*** TASK INPUT ***
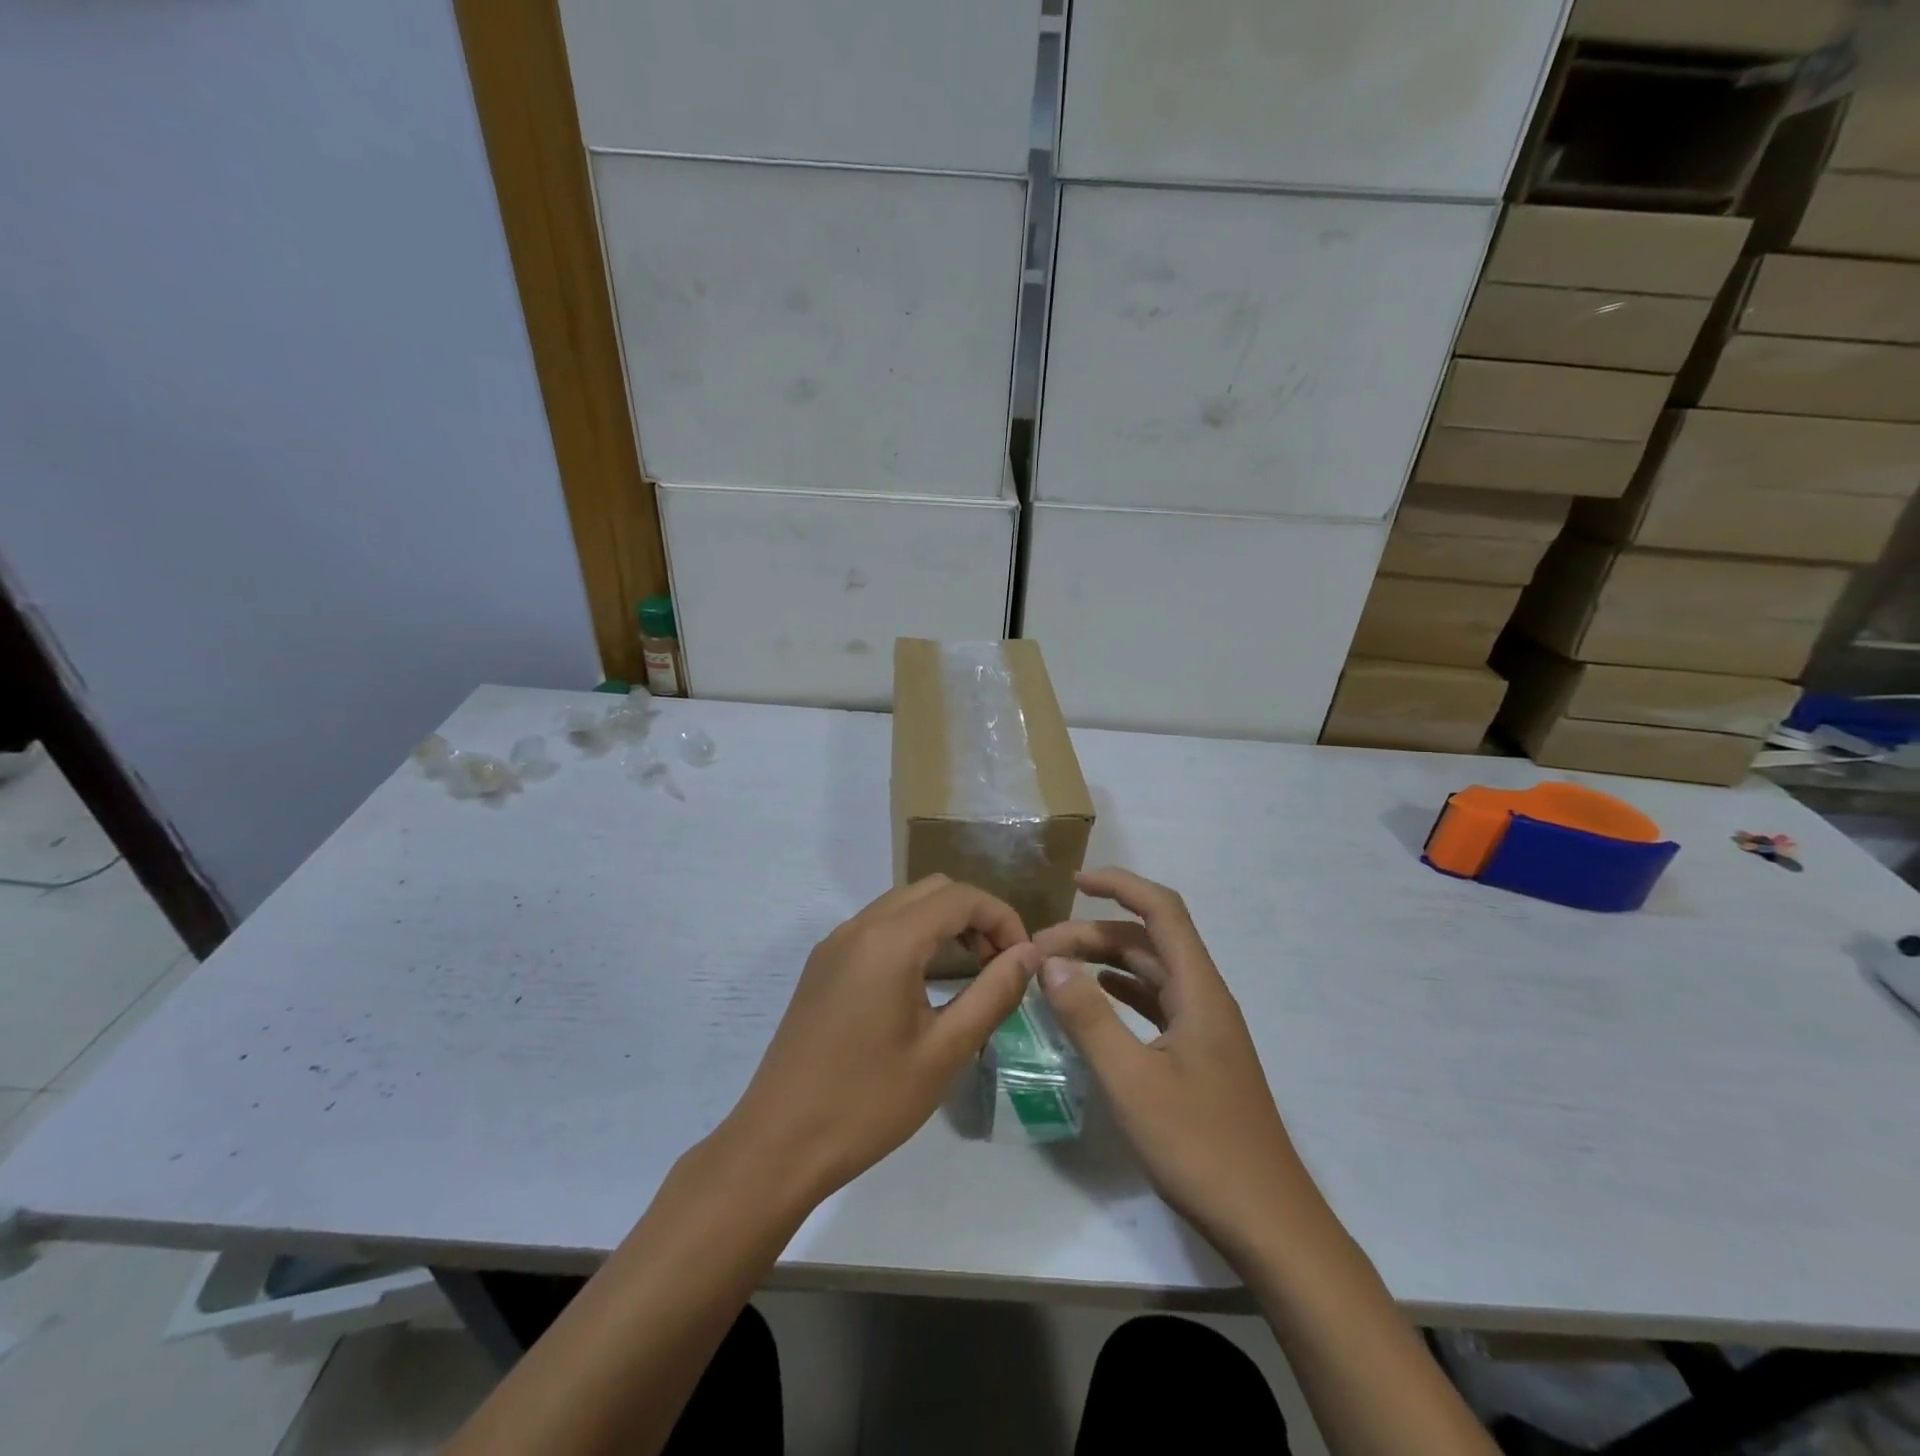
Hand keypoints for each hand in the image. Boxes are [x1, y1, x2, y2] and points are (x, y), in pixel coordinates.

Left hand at [722, 875, 1037, 1205]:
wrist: (778, 1144)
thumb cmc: (868, 1102)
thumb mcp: (944, 1052)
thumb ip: (993, 993)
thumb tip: (1028, 953)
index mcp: (889, 941)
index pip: (961, 897)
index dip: (1002, 918)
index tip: (1023, 958)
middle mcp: (859, 927)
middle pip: (932, 890)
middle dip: (975, 915)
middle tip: (999, 964)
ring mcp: (835, 943)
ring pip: (903, 904)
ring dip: (944, 923)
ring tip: (970, 971)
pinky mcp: (822, 965)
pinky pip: (878, 926)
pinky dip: (913, 935)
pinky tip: (924, 981)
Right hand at [1034, 869, 1311, 1259]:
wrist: (1268, 1224)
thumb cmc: (1200, 1147)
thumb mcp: (1131, 1081)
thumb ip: (1088, 1018)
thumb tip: (1050, 962)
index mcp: (1198, 990)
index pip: (1161, 910)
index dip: (1119, 885)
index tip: (1073, 883)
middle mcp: (1204, 998)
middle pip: (1148, 941)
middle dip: (1094, 934)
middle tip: (1040, 950)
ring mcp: (1204, 1029)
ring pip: (1150, 972)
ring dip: (1105, 962)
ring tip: (1056, 970)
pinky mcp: (1199, 1057)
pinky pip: (1155, 1004)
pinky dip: (1120, 992)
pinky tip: (1094, 1002)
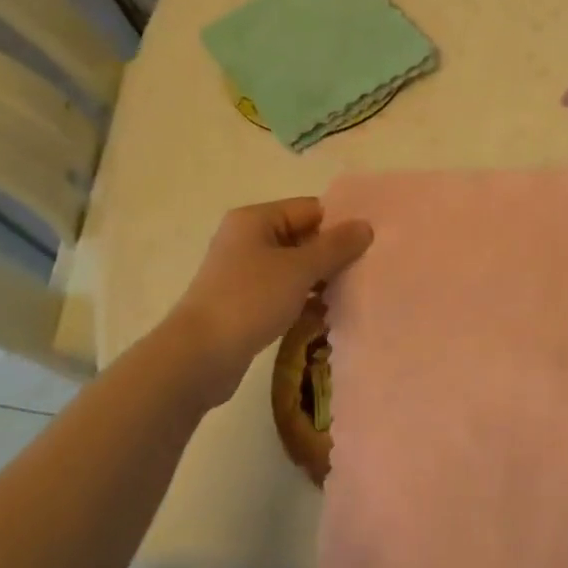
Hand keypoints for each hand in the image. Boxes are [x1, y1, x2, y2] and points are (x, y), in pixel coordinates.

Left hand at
*** End of TASK INPUT ***
GOAL OF THE EXERCISE -> All of the data above is to be repeated exactly, with the pictures left out.

EXERCISE ANSWER ->
Hand keypoints for each hand in the image. Boxes are [x1, y1, x2, y2] and points are (x, y), in pixel coordinates.

Left hand at [722, 875, 1037, 1205]:
wrist: (778, 1144)
thumb cmc: (868, 1102)
thumb mcp: (944, 1052)
thumb ip: (993, 993)
thumb tip: (1028, 953)
index mcp: (889, 941)
index pip: (961, 897)
index dip: (1002, 918)
index tip: (1023, 958)
middle mcp: (859, 927)
middle pip: (932, 890)
middle dip: (975, 915)
middle tip: (999, 964)
ring mcp: (835, 943)
ring pip: (903, 904)
ring dip: (944, 923)
ring tip: (970, 971)
pinky mcp: (822, 965)
pinky pip: (878, 926)
pinky dip: (913, 935)
pinky tip: (924, 981)
Right hand at [1034, 869, 1311, 1259]:
wrist: (1268, 1224)
thumb cmc: (1200, 1147)
thumb mcp: (1131, 1081)
thumb ip: (1088, 1018)
thumb tip: (1050, 962)
index mcp: (1198, 990)
index pip: (1161, 910)
index dip: (1119, 885)
index tip: (1073, 883)
middle mcp: (1204, 998)
middle pip: (1148, 941)
middle dip: (1094, 934)
middle tip: (1040, 950)
ring mcp: (1204, 1029)
ring pip: (1150, 972)
ring dip: (1105, 962)
ring tip: (1056, 970)
pinky mcp: (1199, 1057)
pinky pip: (1155, 1004)
pinky dip: (1120, 992)
pinky tip: (1094, 1002)
Hand keypoints for each hand in the image. Boxes are [x1, y1, x2, y2] and points are (x, y), in pixel coordinates.

Left hand at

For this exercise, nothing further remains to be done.